WORK TO BE COMPLETED: Bring together all lines from the listing below that contain the string "junction".

RECORDS PROVIDED:
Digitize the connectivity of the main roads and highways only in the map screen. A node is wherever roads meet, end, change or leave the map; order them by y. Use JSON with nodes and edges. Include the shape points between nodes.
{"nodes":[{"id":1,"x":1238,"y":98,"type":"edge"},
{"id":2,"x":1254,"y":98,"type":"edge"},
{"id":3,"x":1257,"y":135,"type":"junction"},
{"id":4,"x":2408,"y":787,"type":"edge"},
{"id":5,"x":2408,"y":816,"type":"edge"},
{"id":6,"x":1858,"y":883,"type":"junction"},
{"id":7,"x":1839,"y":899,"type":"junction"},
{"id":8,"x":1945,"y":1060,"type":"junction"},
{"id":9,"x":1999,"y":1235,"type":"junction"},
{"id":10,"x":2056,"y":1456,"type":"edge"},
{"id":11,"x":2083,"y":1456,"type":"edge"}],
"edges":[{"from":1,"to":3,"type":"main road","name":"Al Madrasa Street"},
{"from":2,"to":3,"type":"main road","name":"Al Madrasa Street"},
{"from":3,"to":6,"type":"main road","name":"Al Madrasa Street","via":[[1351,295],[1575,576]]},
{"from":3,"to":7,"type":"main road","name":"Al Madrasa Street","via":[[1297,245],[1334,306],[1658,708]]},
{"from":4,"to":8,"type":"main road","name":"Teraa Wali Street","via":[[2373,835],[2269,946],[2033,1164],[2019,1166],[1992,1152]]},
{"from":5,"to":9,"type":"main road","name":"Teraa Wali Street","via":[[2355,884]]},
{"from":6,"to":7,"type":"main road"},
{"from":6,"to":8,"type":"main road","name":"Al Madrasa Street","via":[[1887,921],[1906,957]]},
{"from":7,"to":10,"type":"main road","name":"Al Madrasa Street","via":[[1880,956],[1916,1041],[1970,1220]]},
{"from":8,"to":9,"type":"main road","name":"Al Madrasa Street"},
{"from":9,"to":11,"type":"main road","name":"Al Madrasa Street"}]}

COMPLETED EXERCISE:
{"id":3,"x":1257,"y":135,"type":"junction"},
{"id":6,"x":1858,"y":883,"type":"junction"},
{"id":7,"x":1839,"y":899,"type":"junction"},
{"id":8,"x":1945,"y":1060,"type":"junction"},
{"id":9,"x":1999,"y":1235,"type":"junction"},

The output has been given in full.